* Exercise inputs
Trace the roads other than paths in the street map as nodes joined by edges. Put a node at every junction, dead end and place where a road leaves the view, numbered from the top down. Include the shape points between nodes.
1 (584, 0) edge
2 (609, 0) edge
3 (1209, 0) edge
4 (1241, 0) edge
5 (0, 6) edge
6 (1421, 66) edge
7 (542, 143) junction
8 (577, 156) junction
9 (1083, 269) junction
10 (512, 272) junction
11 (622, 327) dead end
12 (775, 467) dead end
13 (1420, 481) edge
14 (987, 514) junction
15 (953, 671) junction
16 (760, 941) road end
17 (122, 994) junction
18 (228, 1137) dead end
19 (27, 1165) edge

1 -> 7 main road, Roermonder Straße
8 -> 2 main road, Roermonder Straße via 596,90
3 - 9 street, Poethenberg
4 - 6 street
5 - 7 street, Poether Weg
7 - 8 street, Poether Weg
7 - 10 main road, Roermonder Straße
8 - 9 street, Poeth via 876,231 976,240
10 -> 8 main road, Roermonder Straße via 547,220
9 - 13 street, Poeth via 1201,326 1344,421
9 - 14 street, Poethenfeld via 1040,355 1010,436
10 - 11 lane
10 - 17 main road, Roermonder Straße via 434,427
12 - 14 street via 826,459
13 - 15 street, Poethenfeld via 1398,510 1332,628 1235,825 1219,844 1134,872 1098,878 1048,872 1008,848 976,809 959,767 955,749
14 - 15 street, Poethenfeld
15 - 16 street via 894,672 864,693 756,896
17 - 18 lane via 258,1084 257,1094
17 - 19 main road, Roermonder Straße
---
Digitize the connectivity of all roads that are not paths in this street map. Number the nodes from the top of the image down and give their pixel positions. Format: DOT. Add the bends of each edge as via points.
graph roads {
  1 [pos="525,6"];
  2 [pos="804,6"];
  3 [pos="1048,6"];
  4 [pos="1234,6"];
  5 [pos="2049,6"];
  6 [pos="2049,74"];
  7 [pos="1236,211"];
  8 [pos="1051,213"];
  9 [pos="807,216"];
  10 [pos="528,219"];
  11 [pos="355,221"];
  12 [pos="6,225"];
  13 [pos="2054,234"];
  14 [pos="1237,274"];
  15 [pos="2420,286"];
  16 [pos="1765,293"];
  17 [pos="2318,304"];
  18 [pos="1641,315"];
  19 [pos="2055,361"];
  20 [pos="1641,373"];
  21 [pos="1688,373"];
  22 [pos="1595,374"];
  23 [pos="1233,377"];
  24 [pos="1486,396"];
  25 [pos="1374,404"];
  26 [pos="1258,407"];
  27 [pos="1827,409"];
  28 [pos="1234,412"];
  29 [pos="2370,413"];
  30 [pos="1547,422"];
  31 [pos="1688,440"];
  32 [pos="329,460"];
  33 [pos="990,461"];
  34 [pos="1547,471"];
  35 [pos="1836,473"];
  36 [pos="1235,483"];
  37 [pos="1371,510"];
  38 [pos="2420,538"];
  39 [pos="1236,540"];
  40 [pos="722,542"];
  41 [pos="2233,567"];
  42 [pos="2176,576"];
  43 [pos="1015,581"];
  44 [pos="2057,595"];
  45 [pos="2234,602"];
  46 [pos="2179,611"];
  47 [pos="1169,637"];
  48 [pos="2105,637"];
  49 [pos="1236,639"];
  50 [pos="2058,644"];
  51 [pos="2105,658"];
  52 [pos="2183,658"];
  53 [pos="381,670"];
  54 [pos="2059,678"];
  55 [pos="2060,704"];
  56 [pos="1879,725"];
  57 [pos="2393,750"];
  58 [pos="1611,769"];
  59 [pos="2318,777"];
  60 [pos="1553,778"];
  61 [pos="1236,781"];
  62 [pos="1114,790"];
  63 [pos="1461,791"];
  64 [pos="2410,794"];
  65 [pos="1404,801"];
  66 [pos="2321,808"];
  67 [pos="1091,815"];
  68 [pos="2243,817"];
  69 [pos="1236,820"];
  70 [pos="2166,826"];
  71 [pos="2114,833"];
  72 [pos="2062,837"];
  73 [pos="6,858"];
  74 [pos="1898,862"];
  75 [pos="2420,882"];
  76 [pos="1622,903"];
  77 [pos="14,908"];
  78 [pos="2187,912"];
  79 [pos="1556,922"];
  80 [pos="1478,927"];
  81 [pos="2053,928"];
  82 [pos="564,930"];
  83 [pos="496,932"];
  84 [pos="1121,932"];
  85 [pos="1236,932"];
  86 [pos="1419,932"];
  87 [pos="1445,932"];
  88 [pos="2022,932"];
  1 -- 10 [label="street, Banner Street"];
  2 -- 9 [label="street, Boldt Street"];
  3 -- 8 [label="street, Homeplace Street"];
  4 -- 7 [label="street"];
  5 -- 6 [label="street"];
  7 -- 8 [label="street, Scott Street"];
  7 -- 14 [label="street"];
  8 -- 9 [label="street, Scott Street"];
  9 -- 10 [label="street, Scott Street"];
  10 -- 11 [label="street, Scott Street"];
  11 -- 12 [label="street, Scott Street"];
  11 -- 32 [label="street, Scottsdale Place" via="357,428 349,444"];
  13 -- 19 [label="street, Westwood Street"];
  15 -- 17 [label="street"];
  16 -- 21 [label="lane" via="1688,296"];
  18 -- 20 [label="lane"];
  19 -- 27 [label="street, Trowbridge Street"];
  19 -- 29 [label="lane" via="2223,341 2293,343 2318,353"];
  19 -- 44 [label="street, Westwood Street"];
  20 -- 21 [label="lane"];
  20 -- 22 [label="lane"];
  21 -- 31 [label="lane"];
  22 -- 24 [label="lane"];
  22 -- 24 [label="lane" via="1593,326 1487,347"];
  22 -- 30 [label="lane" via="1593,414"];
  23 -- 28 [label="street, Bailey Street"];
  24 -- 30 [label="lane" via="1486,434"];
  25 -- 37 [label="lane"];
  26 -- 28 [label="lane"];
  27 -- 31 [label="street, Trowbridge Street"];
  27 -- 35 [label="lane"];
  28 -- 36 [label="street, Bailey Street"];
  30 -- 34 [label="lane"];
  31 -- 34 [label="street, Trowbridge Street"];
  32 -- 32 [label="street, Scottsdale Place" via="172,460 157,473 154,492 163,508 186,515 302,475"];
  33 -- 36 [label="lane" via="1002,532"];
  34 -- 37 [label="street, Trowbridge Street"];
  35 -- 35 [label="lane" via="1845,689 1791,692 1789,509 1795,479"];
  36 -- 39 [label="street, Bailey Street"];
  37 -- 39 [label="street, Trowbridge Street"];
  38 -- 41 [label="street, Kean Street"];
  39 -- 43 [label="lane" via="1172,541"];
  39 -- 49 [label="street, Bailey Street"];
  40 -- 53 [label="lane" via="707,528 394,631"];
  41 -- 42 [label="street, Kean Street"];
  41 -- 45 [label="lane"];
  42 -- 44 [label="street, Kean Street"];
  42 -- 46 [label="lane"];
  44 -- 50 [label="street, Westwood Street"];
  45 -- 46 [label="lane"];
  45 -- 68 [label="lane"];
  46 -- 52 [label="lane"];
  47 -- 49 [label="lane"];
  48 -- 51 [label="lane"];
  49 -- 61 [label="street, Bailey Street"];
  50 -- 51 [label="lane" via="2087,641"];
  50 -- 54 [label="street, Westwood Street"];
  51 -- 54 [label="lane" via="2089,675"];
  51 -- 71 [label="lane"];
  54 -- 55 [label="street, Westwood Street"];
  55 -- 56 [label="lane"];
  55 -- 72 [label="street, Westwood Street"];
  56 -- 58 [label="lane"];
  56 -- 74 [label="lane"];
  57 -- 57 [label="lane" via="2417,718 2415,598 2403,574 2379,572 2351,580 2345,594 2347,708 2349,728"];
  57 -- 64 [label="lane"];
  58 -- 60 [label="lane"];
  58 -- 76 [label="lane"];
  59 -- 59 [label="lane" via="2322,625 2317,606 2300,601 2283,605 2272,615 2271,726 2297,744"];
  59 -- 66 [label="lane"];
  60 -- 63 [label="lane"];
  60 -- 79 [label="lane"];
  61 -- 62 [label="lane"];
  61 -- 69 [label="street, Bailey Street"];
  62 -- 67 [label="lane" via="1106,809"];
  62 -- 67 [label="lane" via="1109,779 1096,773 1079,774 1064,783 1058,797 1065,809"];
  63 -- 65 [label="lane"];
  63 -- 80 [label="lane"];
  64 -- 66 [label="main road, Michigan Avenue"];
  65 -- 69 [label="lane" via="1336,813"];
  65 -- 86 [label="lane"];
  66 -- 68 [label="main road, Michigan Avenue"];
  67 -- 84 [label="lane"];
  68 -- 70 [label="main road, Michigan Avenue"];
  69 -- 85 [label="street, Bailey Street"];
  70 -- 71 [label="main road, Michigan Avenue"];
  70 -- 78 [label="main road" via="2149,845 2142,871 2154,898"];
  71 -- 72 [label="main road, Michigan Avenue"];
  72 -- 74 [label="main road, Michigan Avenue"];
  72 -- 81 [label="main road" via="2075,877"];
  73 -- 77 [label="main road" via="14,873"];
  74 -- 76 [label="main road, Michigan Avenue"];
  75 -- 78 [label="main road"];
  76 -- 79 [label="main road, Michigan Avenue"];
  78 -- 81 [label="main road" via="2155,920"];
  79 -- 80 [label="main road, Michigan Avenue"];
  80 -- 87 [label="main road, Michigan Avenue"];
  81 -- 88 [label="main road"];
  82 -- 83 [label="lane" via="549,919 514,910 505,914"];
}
--
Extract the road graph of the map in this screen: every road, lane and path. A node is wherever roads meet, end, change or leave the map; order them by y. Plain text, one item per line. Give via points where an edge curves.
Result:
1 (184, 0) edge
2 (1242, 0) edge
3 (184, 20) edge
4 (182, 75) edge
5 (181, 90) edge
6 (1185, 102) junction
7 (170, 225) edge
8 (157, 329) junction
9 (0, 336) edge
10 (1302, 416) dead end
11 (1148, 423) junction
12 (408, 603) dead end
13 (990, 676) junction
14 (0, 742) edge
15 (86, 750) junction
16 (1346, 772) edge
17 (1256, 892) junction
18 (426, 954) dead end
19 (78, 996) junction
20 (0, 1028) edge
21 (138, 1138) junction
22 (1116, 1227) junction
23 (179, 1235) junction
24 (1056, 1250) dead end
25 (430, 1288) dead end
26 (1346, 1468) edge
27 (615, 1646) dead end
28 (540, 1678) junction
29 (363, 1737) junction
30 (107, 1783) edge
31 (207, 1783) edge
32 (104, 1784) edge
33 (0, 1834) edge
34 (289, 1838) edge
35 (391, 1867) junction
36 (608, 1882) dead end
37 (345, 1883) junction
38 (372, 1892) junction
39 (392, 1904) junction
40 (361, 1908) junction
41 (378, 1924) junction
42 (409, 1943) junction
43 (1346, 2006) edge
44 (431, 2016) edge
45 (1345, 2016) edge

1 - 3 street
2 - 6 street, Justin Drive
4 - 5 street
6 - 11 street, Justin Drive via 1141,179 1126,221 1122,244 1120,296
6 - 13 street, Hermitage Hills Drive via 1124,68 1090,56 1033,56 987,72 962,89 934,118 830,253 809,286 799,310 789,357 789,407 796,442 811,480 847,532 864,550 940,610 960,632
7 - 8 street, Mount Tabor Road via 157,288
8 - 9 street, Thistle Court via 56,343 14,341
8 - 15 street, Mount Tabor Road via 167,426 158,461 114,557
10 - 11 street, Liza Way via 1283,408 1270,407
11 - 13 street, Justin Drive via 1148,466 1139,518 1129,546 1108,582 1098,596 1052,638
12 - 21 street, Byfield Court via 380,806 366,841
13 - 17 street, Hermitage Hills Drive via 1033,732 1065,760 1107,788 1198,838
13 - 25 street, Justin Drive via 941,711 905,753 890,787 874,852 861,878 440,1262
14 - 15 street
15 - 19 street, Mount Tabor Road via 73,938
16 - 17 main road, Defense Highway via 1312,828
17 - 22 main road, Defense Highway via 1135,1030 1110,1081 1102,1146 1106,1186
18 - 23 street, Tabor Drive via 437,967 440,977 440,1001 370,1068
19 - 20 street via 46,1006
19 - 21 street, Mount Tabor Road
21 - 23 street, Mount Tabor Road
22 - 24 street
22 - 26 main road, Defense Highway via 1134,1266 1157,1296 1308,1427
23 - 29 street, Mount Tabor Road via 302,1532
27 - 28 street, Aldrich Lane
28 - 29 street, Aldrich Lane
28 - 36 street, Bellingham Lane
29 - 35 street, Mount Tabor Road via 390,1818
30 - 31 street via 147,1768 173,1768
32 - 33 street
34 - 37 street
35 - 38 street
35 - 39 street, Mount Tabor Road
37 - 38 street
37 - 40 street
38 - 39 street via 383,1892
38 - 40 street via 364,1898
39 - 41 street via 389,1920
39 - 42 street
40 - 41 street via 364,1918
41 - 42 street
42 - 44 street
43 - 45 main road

* Problem
Which lines above contain the word "Bailey"? Copy each of them.

* Task response
  23 -- 28 [label="street, Bailey Street"];
  28 -- 36 [label="street, Bailey Street"];
  36 -- 39 [label="street, Bailey Street"];
  39 -- 49 [label="street, Bailey Street"];
  49 -- 61 [label="street, Bailey Street"];
  61 -- 69 [label="street, Bailey Street"];
  69 -- 85 [label="street, Bailey Street"];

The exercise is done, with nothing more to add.